Em Porto Alegre, parte do sistema bancário reduziu o atendimento devido à insegurança de não ter polícia nas ruas. Quem saiu de casa encontrou policiais militares circulando, mas enfrentou bloqueios nas ruas e falta de ônibus da Carris, que também suspendeu atividades. No interior, o SINDSEPE/RS recebeu relatos das paralisações na 14ª CRS, em Santa Rosa, na 3ª CRS, em Pelotas, e na 12ª CRS, em Santo Ângelo.
“O ideal é o governador pagar o salário integral, porque a gente quer trabalhar. Como ele (Sartori) quer cobrar tributos da população se não cumpre com o pagamento dos seus funcionários? Isso é mau exemplo para toda a sociedade e ainda por cima inconstitucional”, lamentou funcionária pública presente, hoje, no CAFF. A servidora não quis se identificar com medo do assédio que sofre da chefia da sua repartição, situação que se repete do serviço público do RS.

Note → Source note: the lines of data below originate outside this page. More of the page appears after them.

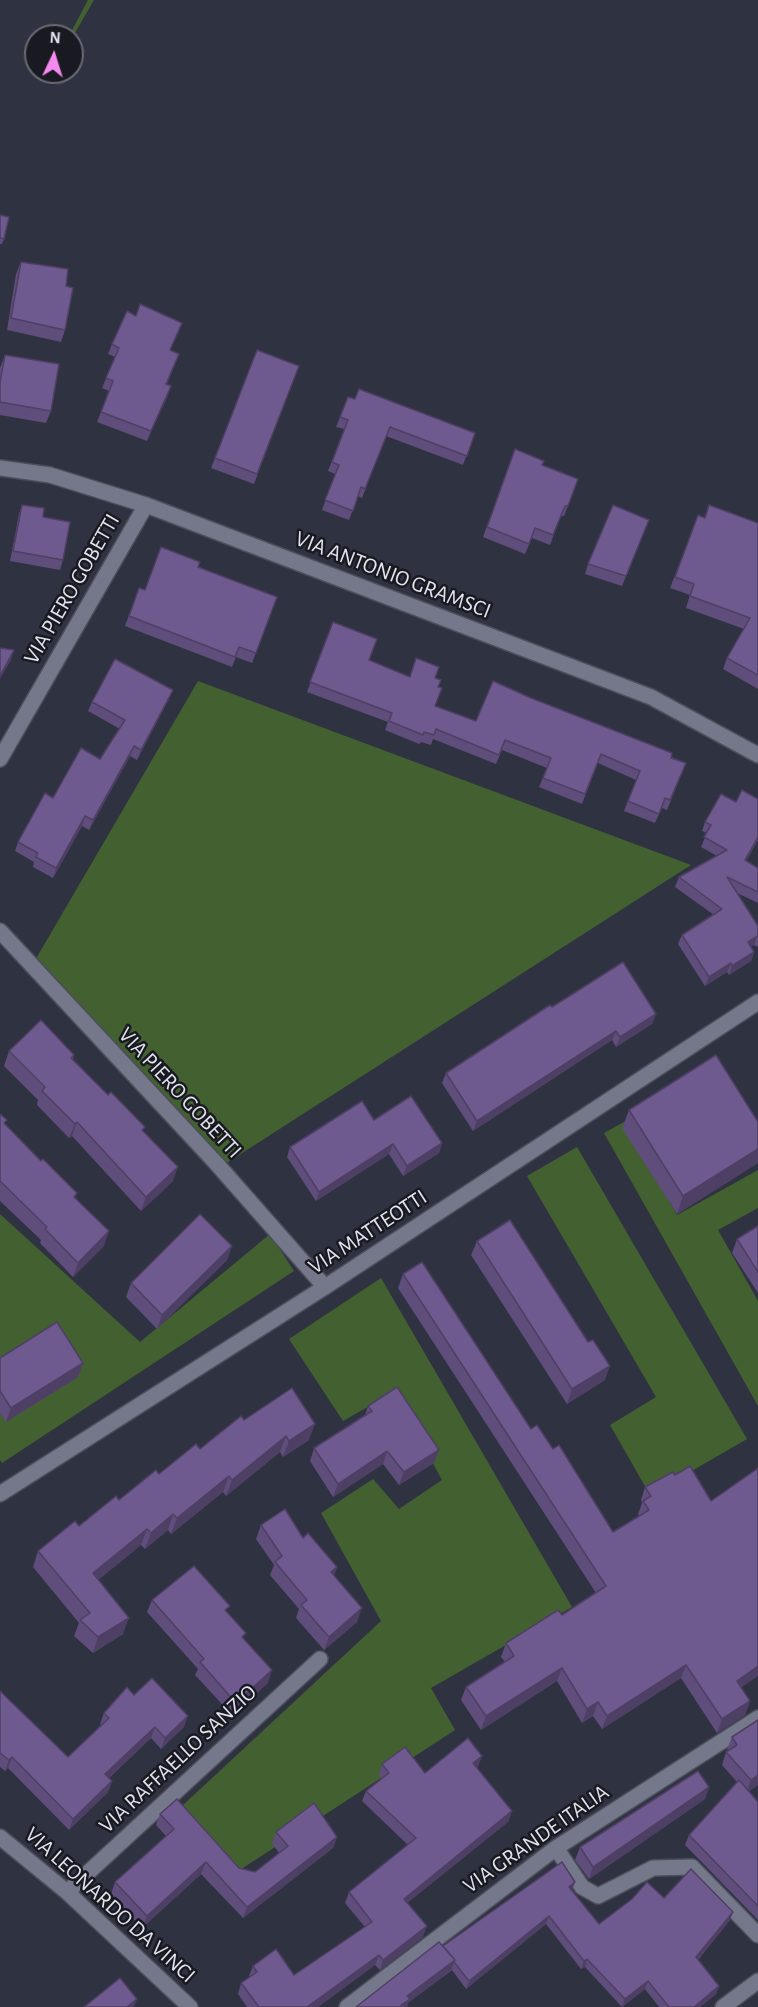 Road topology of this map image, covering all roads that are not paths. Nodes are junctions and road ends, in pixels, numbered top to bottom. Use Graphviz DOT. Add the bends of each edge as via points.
graph roads {
  1 [pos="0,468"];
  2 [pos="146,505"];
  3 [pos="758,755"];
  4 [pos="0,759"];
  5 [pos="0,931"];
  6 [pos="758,1002"];
  7 [pos="325,1287"];
  8 [pos="0,1494"];
  9 [pos="320,1659"];
  10 [pos="758,1718"];
  11 [pos="0,1837"];
  12 [pos="556,1848"];
  13 [pos="67,1892"];
  14 [pos="758,1935"];
  15 [pos="758,1981"];
  16 [pos="190,2007"];
  17 [pos="347,2007"];
  18 [pos="723,2007"];
  1 -- 2 [label="street, VIA ANTONIO GRAMSCI" via="50,475"];
  2 -- 3 [label="street, VIA ANTONIO GRAMSCI" via="651,697"];
  2 -- 4 [label="street, VIA PIERO GOBETTI"];
  5 -- 7 [label="street, VIA PIERO GOBETTI" via="216,1163"];
  6 -- 7 [label="street, VIA MATTEOTTI"];
  7 -- 8 [label="street, VIA MATTEOTTI"];
  9 -- 13 [label="street, VIA RAFFAELLO SANZIO"];
  10 -- 12 [label="street, VIA GRANDE ITALIA"];
  11 -- 13 [label="street, VIA LEONARDO DA VINCI"];
  12 -- 14 [label="street" via="582,1887 598,1896 653,1868 692,1867"];
  12 -- 17 [label="street, VIA GRANDE ITALIA"];
  13 -- 16 [label="street, VIA LEONARDO DA VINCI"];
  15 -- 18 [label="street"];
}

Caminhada e reunião com o governo
Na segunda-feira (03) por volta das 10h, mais de 2 mil servidores públicos que estavam no CAFF ocuparam a Av. Borges de Medeiros e iniciaram caminhada pelo centro, até o Palácio Piratini. Ao chegar na Praça da Matriz, representantes de entidades que fazem parte do Movimento Unificado dos Servidores Públicos do RS pediram uma reunião com o governo. Às 11h, o Chefe da Casa Civil, Márcio Biolchi, o sub-chefe jurídico da Casa Civil e o Chefe de Gabinete do Governador receberam as lideranças. Biolchi afirmou não ter solução para o parcelamento dos salários.
O presidente do SINDSEPE/RS lembrou Biolchi que a situação do estado está caótica, com a maioria dos servidores ganhando muito pouco e agora com parte dos seus créditos comprometidos devido ao parcelamento do salário. “Quem vai garantir os juros e os créditos dos servidores nos bancos? O governo vai colocar os servidores como inadimplentes. Por acaso o estado do RS quer abrir desobediência civil?”, indagou o sindicalista.

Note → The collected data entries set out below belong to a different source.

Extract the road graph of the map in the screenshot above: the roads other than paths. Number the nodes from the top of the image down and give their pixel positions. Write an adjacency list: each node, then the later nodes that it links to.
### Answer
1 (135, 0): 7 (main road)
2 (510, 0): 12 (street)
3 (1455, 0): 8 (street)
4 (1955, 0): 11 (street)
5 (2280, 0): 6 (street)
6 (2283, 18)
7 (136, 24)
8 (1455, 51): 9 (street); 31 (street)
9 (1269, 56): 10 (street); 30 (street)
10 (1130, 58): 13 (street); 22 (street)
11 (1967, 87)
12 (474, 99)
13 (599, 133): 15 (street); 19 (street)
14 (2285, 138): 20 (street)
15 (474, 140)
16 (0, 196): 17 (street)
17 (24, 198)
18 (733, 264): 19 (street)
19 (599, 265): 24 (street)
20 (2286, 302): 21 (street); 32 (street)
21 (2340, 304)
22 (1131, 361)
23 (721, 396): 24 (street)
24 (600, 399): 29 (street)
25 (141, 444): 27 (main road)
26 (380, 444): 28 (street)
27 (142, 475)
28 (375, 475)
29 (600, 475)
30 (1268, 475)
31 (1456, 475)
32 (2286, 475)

Representantes do SINTERGS e da Afocefe perguntaram ao Chefe da Casa Civil se o governo tem intenção de combater a sonegação no estado, com fiscalização de arrecadação tributária, ou de reduzir os altos salários e auxílio moradia a juízes. Biolchi se comprometeu a pensar nas questões e sinalizou chamar até o fim da semana as entidades para respostas mais concretas. “Queremos enviar uma série de projetos à Assembleia Legislativa do RS, provavelmente até quarta-feira”, finalizou.
Estavam presentes na reunião Cpers, SINDSEPE/RS, Fessergs, Sindijus, Sintergs, Amapergs, Sisdaer e Afocefe.
VEM AÍ PACOTE DO GOVERNO
Conforme publicado nesta segunda-feira (03) no jornal Zero Hora, entre os projetos que serão enviados para o Palácio Piratini até quarta-feira, na terceira fase do ajuste fiscal, constam não somente medidas de geração de receitas, mas também de redução de despesas da máquina. Isso significa que, nesta semana, o governo de José Ivo Sartori deverá remeter ao Legislativo propostas de extinção, fusão ou incorporação por secretarias das chamadas vinculadas, instituições públicas de segundo escalão.

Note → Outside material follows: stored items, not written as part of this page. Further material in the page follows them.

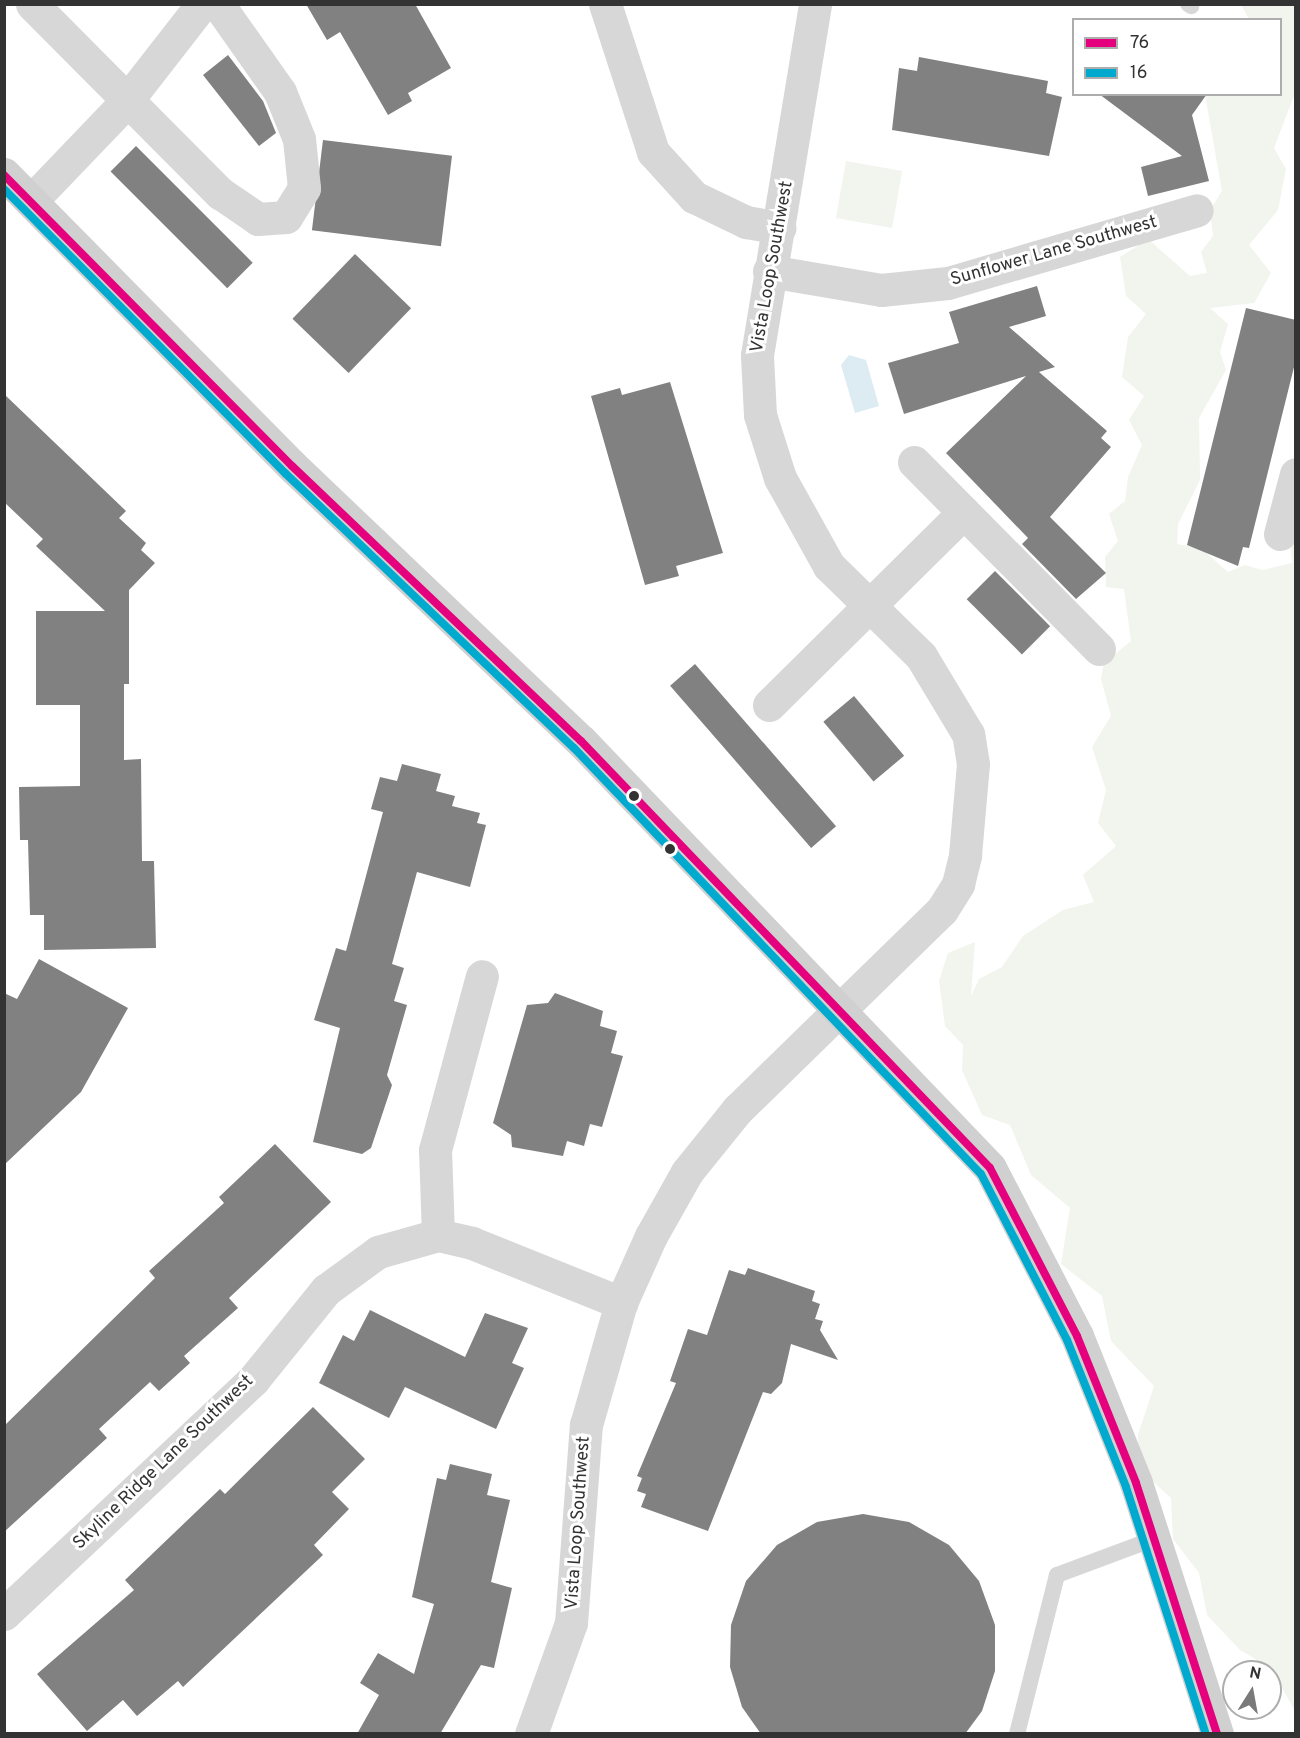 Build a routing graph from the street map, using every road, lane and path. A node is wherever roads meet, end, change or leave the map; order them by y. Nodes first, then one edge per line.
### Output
1 (32, 4) edge
2 (202, 4) edge
3 (218, 4) edge
4 (605, 4) edge
5 (815, 4) edge
6 (125, 103) junction
7 (4, 174) edge
8 (32, 200) junction
9 (1197, 210) dead end
10 (779, 228) junction
11 (768, 271) junction
12 (914, 462) dead end
13 (1296, 474) edge
14 (964, 512) junction
15 (1281, 534) dead end
16 (869, 606) junction
17 (1099, 649) dead end
18 (769, 705) dead end
19 (482, 976) dead end
20 (840, 1006) junction
21 (438, 1235) junction
22 (621, 1303) junction
23 (1154, 1539) junction
24 (4, 1614) edge
25 (531, 1734) edge
26 (1017, 1734) edge
27 (1217, 1734) edge

1 - 6 street
2 - 6 street
3 - 6 street
4 - 10 street
5 - 10 street, Vista Loop Southwest
6 - 8 street
7 - 8 street
8 - 20 street
9 - 11 street, Sunflower Lane Southwest
10 - 11 street, Vista Loop Southwest
11 - 16 street, Vista Loop Southwest
12 - 14 street
13 - 15 street
14 - 16 street
14 - 17 street
16 - 18 street
16 - 20 street, Vista Loop Southwest
19 - 21 street
20 - 22 street, Vista Loop Southwest
20 - 23 street
21 - 22 street, Skyline Ridge Lane Southwest
21 - 24 street, Skyline Ridge Lane Southwest
22 - 25 street, Vista Loop Southwest
23 - 26 lane
23 - 27 street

São medidas admitidas desde o início do ano pelo governo Sartori, mas havia entendimento de que essas questões seriam tratadas apenas em 2016. O certo é que, nessa primeira etapa de redução do tamanho do Estado, as ações deverão ser voltadas para as 20 fundações públicas do Estado em atividade. Elas podem ser extintas, fundidas ou transformadas em departamentos de secretarias por meio de aprovação de projeto de lei na Assembleia.
Outro ponto da reestruturação será uma reforma na previdência. O Piratini pretende fazer o mesmo que o governo federal: os futuros servidores que quiserem se aposentar com salário superior ao regime geral da previdência, atualmente fixado em R$ 4,6 mil, terão de pagar contribuições extras a um fundo complementar.
“Estes projetos vão cobrar a sociedade o que o governador não consegue fazer. Agora a luta é unificada e até a greve.”, declarou o presidente do SINDSEPE/RS.